Q: What does the executor do?
A: The executor’s role, in general, is to probate your will; collect your property; file necessary tax returns, including income tax returns and federal estate tax returns; pay any claims made by creditors; dispose of your property in accordance with the will; and close the probate estate.
Q: Is there a danger that my bequest may not be distributed as planned?
A: Yes. This may occur due to an incorrect or unofficial name in your will. Use an additional identifier, such as “friend,” “sister” or “town of residence” designation.
Q: How many witnesses does my will require, and must they read the will and know its contents?
A: State laws differ on the required number of witnesses, who merely must attest that you have said it is your will and have signed it in their presence.
Q: Is it legal for a witness also to be a beneficiary of the will?
A: Yes, but it’s not advisable because it may result in the witness not receiving property left to him or her.
Q: Once I have a will, should I ever have to change it?

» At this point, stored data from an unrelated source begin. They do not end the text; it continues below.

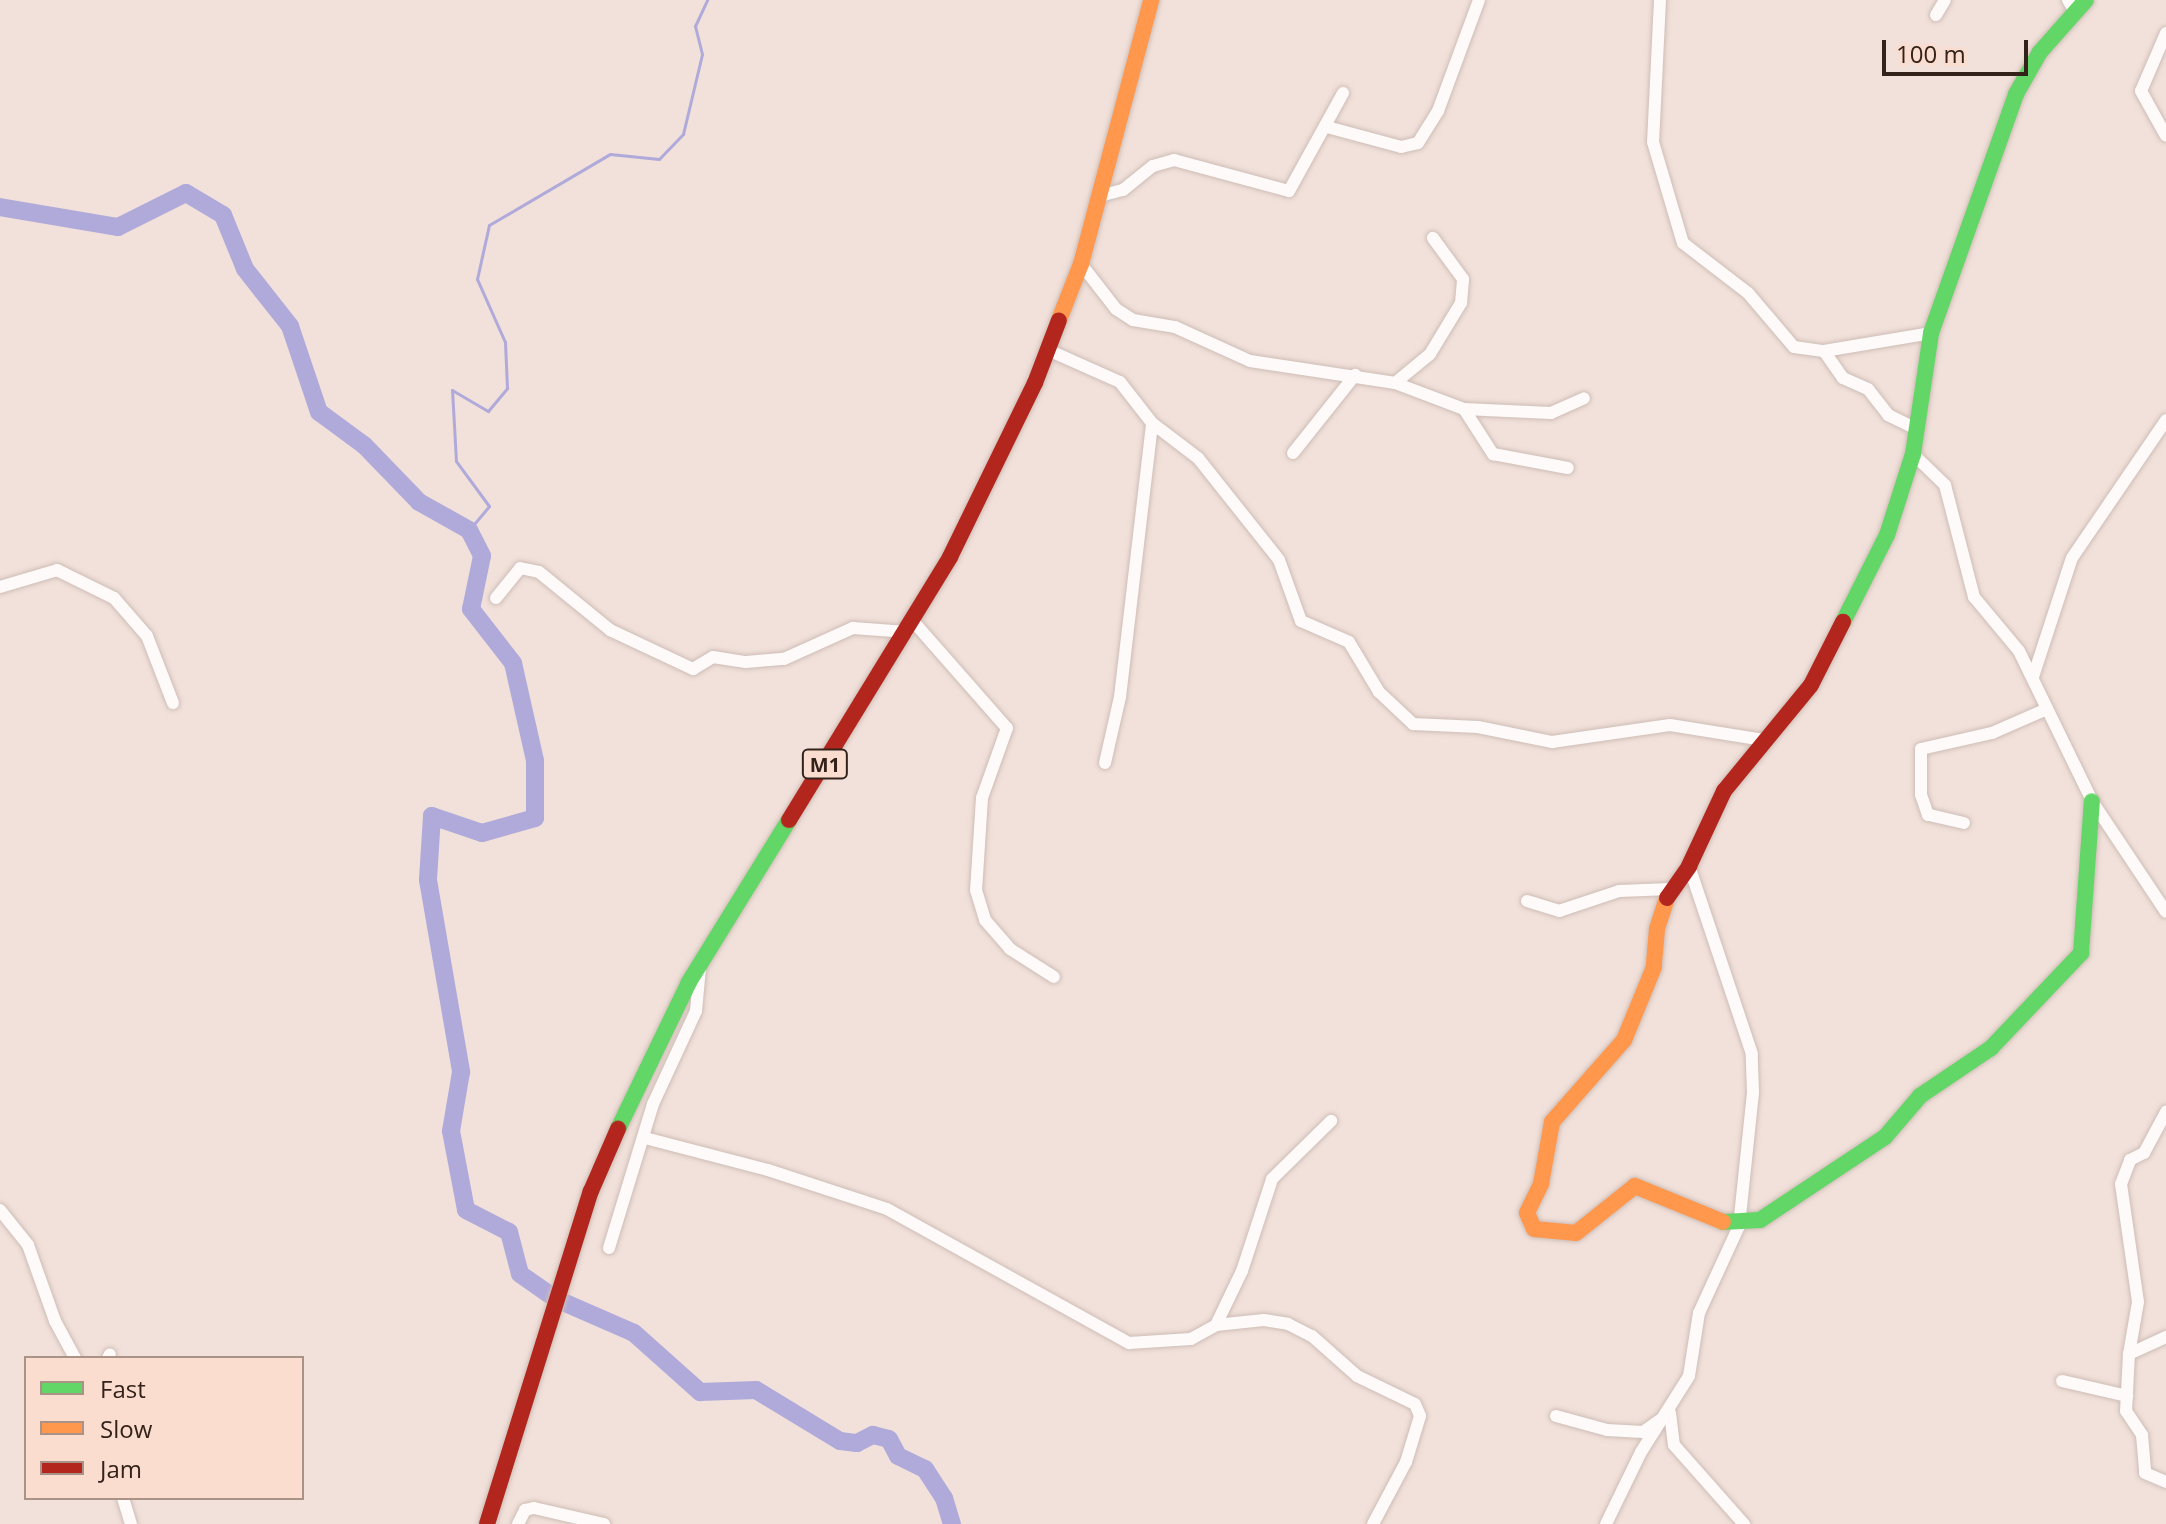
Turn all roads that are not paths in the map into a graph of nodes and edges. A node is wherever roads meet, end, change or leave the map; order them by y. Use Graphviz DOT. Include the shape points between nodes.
graph roads {
  1 [pos="1151,0"];
  2 [pos="1479,0"];
  3 [pos="1660,0"];
  4 [pos="1945,0"];
  5 [pos="2076,4"];
  6 [pos="1936,15"];
  7 [pos="2166,33"];
  8 [pos="1343,93"];
  9 [pos="1327,127"];
  10 [pos="2166,136"];
  11 [pos="1100,196"];
  12 [pos="1433,238"];
  13 [pos="1081,264"];
  14 [pos="1931,333"];
  15 [pos="1048,350"];
  16 [pos="1824,351"];
  17 [pos="1355,375"];
  18 [pos="1395,383"];
  19 [pos="1584,398"];
  20 [pos="1464,409"];
  21 [pos="2166,420"];
  22 [pos="1152,423"];
  23 [pos="1917,429"];
  24 [pos="1293,453"];
  25 [pos="1913,454"];
  26 [pos="1568,468"];
  27 [pos="0,587"];
  28 [pos="496,598"];
  29 [pos="910,626"];
  30 [pos="2033,677"];
  31 [pos="173,703"];
  32 [pos="2047,709"];
  33 [pos="1764,740"];
  34 [pos="1105,763"];
  35 [pos="2092,801"];
  36 [pos="1964,823"];
  37 [pos="1689,866"];
  38 [pos="1670,889"];
  39 [pos="1527,901"];
  40 [pos="2166,912"];
  41 [pos="700,966"];
  42 [pos="1054,977"];
  43 [pos="2166,1112"];
  44 [pos="1331,1121"];
  45 [pos="645,1138"];
  46 [pos="0,1210"];
  47 [pos="1739,1226"];
  48 [pos="609,1248"];
  49 [pos="1216,1325"];
  50 [pos="2166,1337"];
  51 [pos="2129,1354"];
  52 [pos="74,1356"];
  53 [pos="2062,1381"];
  54 [pos="2127,1396"];
  55 [pos="1670,1413"];
  56 [pos="1556,1416"];
  57 [pos="2166,1482"];
  58 [pos="124,1500"];
  59 [pos="131,1524"];
  60 [pos="487,1524"];
  61 [pos="518,1524"];
  62 [pos="604,1524"];
  63 [pos="1373,1524"];
  64 [pos="1606,1524"];
  65 [pos="1744,1524"];
  1 -- 11 [label="main road, M1"];
  2 -- 9 [label="street" via="1438,111 1418,143 1401,147"];
  3 -- 16 [label="street" via="1653,142 1683,243 1748,293 1794,347"];
  4 -- 6 [label="street"];
  5 -- 14 [label="main road" via="2016,94"];
  7 -- 10 [label="street" via="2141,91"];
  8 -- 9 [label="street"];
  9 -- 11 [label="street" via="1289,191 1174,160 1153,166 1123,190"];
  11 -- 13 [label="main road, M1"];
  12 -- 18 [label="street" via="1454,261 1465,287 1430,354"];
  13 -- 15 [label="main road, M1"];
  13 -- 17 [label="street" via="1116,309 1133,320 1175,327 1250,361"];
  14 -- 16 [label="street"];
  14 -- 23 [label="main road"];
  15 -- 22 [label="street" via="1120,382"];
  15 -- 29 [label="main road, M1" via="950,557"];
  16 -- 23 [label="street" via="1843,378 1868,389 1888,415"];
  17 -- 18 [label="street"];
  17 -- 24 [label="street"];
  18 -- 20 [label="street"];
  19 -- 20 [label="street" via="1551,413"];
  20 -- 26 [label="street" via="1493,454"];
  21 -- 30 [label="street" via="2072,558"];
  22 -- 33 [label="street" via="1198,458 1266,542 1301,621 1349,642 1379,692 1413,724 1478,727 1552,742 1670,725"];
  22 -- 34 [label="street" via="1120,697"];
  23 -- 25 [label="main road"];
  25 -- 30 [label="street" via="1939,474 1974,597"];
  25 -- 33 [label="main road" via="1887,535 1854,606 1811,685"];
  27 -- 31 [label="street" via="57,570 114,598 147,636"];
  28 -- 29 [label="street" via="520,568 539,572 610,630 693,669 713,657 746,662 784,659 853,628"];
  29 -- 41 [label="main road, M1"];
  29 -- 42 [label="street" via="1007,728 982,798 976,890 985,920 1010,949"];
  30 -- 32 [label="street"];
  32 -- 35 [label="street"];
  32 -- 36 [label="street" via="1992,733 1921,749 1921,795 1928,815"];
  33 -- 37 [label="main road" via="1724,791"];
  35 -- 40 [label="street"];
  35 -- 47 [label="main road" via="2081,953 1991,1048 1920,1096 1885,1137 1781,1211"];
  37 -- 38 [label="main road"];
  37 -- 47 [label="street" via="1752,1054"];
  38 -- 39 [label="street" via="1619,891 1559,911"];
  38 -- 47 [label="main road" via="1657,929 1654,967 1624,1040 1576,1090 1546,1133 1541,1184 1529,1220 1543,1233 1576,1233 1635,1186"];
  41 -- 45 [label="street" via="696,1011 653,1104"];
  41 -- 60 [label="main road, M1" via="642,1075 591,1191"];
  43 -- 51 [label="street" via="2144,1153 2130,1160 2121,1184 2138,1302"];
  44 -- 49 [label="street" via="1272,1179 1242,1271"];
  45 -- 48 [label="street"];
  45 -- 49 [label="street" via="887,1209 1129,1343 1191,1339"];
  46 -- 52 [label="street" via="28,1245 55,1321"];
  47 -- 55 [label="street" via="1699,1313 1689,1376"];
  49 -- 63 [label="street" via="1264,1320 1288,1324 1312,1336 1357,1376 1415,1404 1420,1416 1406,1462"];
  50 -- 51 [label="street"];
  51 -- 54 [label="street"];
  53 -- 54 [label="street"];
  54 -- 57 [label="street" via="2127,1417 2144,1441 2145,1473"];
  55 -- 56 [label="street" via="1643,1432 1607,1430"];
  55 -- 64 [label="street" via="1641,1452"];
  55 -- 65 [label="street" via="1674,1445"];
  58 -- 59 [label="street"];
  61 -- 62 [label="street" via="525,1510 534,1508"];
}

A: Probably, because even the best wills often become outdated. Review your will periodically in light of changes in marital status, financial status or interests. Updating your will may require nothing more than a simple amendment (codicil).
Q: Am I required to change my will when moving to another state?
A: Most states recognize a will drafted in a state where you previously resided (if the will was properly executed in that state). But it is always a good idea to have your will reviewed by an attorney in the state of your new residence.
Q: Once my will is completed, where should I keep it?
A: Sign only one copy and keep it in your office, home or bank safe-deposit box, or ask your attorney to keep it for you. Retain an unsigned duplicate, so you can easily check it periodically to see if it needs updating.
Q: Is there anything else I need to know about wills?
A: An article like this can only cover the main points. Each person’s circumstances and wishes are different, so consult an attorney about your will.